# [Task brief]
The entries must be retyped exactly, down to the last line.

# [Material for this task]
^^^^^^^^^^^^^^^^

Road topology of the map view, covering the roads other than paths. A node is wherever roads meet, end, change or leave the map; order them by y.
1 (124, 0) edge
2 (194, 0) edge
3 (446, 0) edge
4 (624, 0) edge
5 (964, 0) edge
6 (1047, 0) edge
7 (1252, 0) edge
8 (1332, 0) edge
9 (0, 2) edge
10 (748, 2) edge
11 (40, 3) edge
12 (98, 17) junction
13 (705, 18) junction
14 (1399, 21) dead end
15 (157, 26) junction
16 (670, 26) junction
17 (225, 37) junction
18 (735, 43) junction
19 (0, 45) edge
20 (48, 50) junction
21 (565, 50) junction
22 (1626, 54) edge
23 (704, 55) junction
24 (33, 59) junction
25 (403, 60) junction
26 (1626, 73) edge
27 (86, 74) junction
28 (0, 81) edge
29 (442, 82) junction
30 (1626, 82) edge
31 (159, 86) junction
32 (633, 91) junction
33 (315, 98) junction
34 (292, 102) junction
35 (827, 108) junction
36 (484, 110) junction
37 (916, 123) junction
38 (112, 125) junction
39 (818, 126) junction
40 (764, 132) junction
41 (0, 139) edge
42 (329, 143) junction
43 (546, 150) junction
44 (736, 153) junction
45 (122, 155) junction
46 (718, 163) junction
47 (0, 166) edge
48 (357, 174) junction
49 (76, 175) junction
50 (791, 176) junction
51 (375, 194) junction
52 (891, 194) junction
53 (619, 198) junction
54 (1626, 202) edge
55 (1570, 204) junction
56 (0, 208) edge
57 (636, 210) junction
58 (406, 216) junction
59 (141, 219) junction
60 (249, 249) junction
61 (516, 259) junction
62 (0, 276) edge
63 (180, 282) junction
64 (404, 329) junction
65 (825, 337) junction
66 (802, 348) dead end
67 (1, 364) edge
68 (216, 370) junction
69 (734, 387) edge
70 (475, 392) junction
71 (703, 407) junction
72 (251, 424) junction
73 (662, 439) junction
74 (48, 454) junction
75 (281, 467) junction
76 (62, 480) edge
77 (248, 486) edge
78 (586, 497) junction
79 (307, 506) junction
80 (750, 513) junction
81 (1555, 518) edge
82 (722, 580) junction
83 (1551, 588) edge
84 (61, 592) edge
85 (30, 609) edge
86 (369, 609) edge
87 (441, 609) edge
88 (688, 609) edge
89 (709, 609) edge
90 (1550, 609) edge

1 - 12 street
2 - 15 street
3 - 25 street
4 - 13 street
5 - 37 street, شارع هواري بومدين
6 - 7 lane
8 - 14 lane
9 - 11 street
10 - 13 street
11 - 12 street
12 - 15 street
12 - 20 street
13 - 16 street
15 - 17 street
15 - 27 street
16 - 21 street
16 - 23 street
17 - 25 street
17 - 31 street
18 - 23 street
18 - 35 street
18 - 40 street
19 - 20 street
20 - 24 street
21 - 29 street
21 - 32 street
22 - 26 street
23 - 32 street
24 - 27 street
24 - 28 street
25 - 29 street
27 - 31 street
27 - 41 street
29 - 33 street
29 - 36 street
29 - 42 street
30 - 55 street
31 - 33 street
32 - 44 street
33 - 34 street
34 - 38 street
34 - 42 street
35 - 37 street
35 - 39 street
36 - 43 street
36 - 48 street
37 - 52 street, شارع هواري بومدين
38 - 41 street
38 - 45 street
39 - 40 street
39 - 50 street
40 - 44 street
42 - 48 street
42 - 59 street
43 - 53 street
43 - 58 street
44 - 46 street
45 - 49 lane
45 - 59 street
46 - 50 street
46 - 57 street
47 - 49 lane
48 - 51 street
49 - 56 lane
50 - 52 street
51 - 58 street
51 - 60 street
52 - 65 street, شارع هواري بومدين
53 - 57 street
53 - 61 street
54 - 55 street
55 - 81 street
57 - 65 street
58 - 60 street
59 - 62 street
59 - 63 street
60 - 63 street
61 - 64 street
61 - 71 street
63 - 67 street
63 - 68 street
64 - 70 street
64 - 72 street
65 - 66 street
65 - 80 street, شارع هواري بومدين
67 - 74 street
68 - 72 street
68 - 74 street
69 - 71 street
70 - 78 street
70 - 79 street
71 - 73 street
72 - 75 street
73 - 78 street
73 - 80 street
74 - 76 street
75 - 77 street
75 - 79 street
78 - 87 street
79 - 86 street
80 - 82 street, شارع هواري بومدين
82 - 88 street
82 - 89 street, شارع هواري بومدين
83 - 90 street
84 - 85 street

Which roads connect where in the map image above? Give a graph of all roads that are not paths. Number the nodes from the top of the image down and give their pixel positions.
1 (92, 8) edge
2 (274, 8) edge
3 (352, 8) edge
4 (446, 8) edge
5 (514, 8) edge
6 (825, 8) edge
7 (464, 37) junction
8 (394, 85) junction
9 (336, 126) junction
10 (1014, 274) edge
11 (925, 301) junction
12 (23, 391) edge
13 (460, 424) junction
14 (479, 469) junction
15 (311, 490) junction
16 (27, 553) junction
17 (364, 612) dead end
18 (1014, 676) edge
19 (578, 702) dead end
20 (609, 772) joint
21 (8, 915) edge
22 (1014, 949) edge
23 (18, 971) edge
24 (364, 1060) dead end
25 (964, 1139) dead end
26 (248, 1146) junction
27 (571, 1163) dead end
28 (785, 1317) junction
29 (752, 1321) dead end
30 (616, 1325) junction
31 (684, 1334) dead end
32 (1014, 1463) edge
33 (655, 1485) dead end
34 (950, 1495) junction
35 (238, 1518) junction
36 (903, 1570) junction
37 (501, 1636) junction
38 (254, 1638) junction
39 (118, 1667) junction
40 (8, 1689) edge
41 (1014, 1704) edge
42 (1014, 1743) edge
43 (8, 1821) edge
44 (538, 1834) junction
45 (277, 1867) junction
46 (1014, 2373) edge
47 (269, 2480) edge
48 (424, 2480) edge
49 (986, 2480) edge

^^^^^^^^^^^^^^^^

# [Response to this task]
Road topology of the map view, covering the roads other than paths. A node is wherever roads meet, end, change or leave the map; order them by y.
1 (124, 0) edge
2 (194, 0) edge
3 (446, 0) edge
4 (624, 0) edge
5 (964, 0) edge
6 (1047, 0) edge
7 (1252, 0) edge
8 (1332, 0) edge
9 (0, 2) edge
10 (748, 2) edge
11 (40, 3) edge
12 (98, 17) junction
13 (705, 18) junction
14 (1399, 21) dead end
15 (157, 26) junction
16 (670, 26) junction
17 (225, 37) junction
18 (735, 43) junction
19 (0, 45) edge
20 (48, 50) junction
21 (565, 50) junction
22 (1626, 54) edge
23 (704, 55) junction
24 (33, 59) junction
25 (403, 60) junction
26 (1626, 73) edge
27 (86, 74) junction
28 (0, 81) edge
29 (442, 82) junction
30 (1626, 82) edge
31 (159, 86) junction
32 (633, 91) junction
33 (315, 98) junction
34 (292, 102) junction
35 (827, 108) junction
36 (484, 110) junction
37 (916, 123) junction
38 (112, 125) junction
39 (818, 126) junction
40 (764, 132) junction
41 (0, 139) edge
42 (329, 143) junction
43 (546, 150) junction
44 (736, 153) junction
45 (122, 155) junction
46 (718, 163) junction
47 (0, 166) edge
48 (357, 174) junction
49 (76, 175) junction
50 (791, 176) junction
51 (375, 194) junction
52 (891, 194) junction
53 (619, 198) junction
54 (1626, 202) edge
55 (1570, 204) junction
56 (0, 208) edge
57 (636, 210) junction
58 (406, 216) junction
59 (141, 219) junction
60 (249, 249) junction
61 (516, 259) junction
62 (0, 276) edge
63 (180, 282) junction
64 (404, 329) junction
65 (825, 337) junction
66 (802, 348) dead end
67 (1, 364) edge
68 (216, 370) junction
69 (734, 387) edge
70 (475, 392) junction
71 (703, 407) junction
72 (251, 424) junction
73 (662, 439) junction
74 (48, 454) junction
75 (281, 467) junction
76 (62, 480) edge
77 (248, 486) edge
78 (586, 497) junction
79 (307, 506) junction
80 (750, 513) junction
81 (1555, 518) edge
82 (722, 580) junction
83 (1551, 588) edge
84 (61, 592) edge
85 (30, 609) edge
86 (369, 609) edge
87 (441, 609) edge
88 (688, 609) edge
89 (709, 609) edge
90 (1550, 609) edge

1 - 12 street
2 - 15 street
3 - 25 street
4 - 13 street
5 - 37 street, شارع هواري بومدين
6 - 7 lane
8 - 14 lane
9 - 11 street
10 - 13 street
11 - 12 street
12 - 15 street
12 - 20 street
13 - 16 street
15 - 17 street
15 - 27 street
16 - 21 street
16 - 23 street
17 - 25 street
17 - 31 street
18 - 23 street
18 - 35 street
18 - 40 street
19 - 20 street
20 - 24 street
21 - 29 street
21 - 32 street
22 - 26 street
23 - 32 street
24 - 27 street
24 - 28 street
25 - 29 street
27 - 31 street
27 - 41 street
29 - 33 street
29 - 36 street
29 - 42 street
30 - 55 street
31 - 33 street
32 - 44 street
33 - 34 street
34 - 38 street
34 - 42 street
35 - 37 street
35 - 39 street
36 - 43 street
36 - 48 street
37 - 52 street, شارع هواري بومدين
38 - 41 street
38 - 45 street
39 - 40 street
39 - 50 street
40 - 44 street
42 - 48 street
42 - 59 street
43 - 53 street
43 - 58 street
44 - 46 street
45 - 49 lane
45 - 59 street
46 - 50 street
46 - 57 street
47 - 49 lane
48 - 51 street
49 - 56 lane
50 - 52 street
51 - 58 street
51 - 60 street
52 - 65 street, شارع هواري بومدين
53 - 57 street
53 - 61 street
54 - 55 street
55 - 81 street
57 - 65 street
58 - 60 street
59 - 62 street
59 - 63 street
60 - 63 street
61 - 64 street
61 - 71 street
63 - 67 street
63 - 68 street
64 - 70 street
64 - 72 street
65 - 66 street
65 - 80 street, شارع هواري بومدين
67 - 74 street
68 - 72 street
68 - 74 street
69 - 71 street
70 - 78 street
70 - 79 street
71 - 73 street
72 - 75 street
73 - 78 street
73 - 80 street
74 - 76 street
75 - 77 street
75 - 79 street
78 - 87 street
79 - 86 street
80 - 82 street, شارع هواري بومدين
82 - 88 street
82 - 89 street, شارع هواري بومدين
83 - 90 street
84 - 85 street

Which roads connect where in the map image above? Give a graph of all roads that are not paths. Number the nodes from the top of the image down and give their pixel positions.
1 (92, 8) edge
2 (274, 8) edge
3 (352, 8) edge
4 (446, 8) edge
5 (514, 8) edge
6 (825, 8) edge
7 (464, 37) junction
8 (394, 85) junction
9 (336, 126) junction
10 (1014, 274) edge
11 (925, 301) junction
12 (23, 391) edge
13 (460, 424) junction
14 (479, 469) junction
15 (311, 490) junction
16 (27, 553) junction
17 (364, 612) dead end
18 (1014, 676) edge
19 (578, 702) dead end
20 (609, 772) joint
21 (8, 915) edge
22 (1014, 949) edge
23 (18, 971) edge
24 (364, 1060) dead end
25 (964, 1139) dead end
26 (248, 1146) junction
27 (571, 1163) dead end
28 (785, 1317) junction
29 (752, 1321) dead end
30 (616, 1325) junction
31 (684, 1334) dead end
32 (1014, 1463) edge
33 (655, 1485) dead end
34 (950, 1495) junction
35 (238, 1518) junction
36 (903, 1570) junction
37 (501, 1636) junction
38 (254, 1638) junction
39 (118, 1667) junction
40 (8, 1689) edge
41 (1014, 1704) edge
42 (1014, 1743) edge
43 (8, 1821) edge
44 (538, 1834) junction
45 (277, 1867) junction
46 (1014, 2373) edge
47 (269, 2480) edge
48 (424, 2480) edge
49 (986, 2480) edge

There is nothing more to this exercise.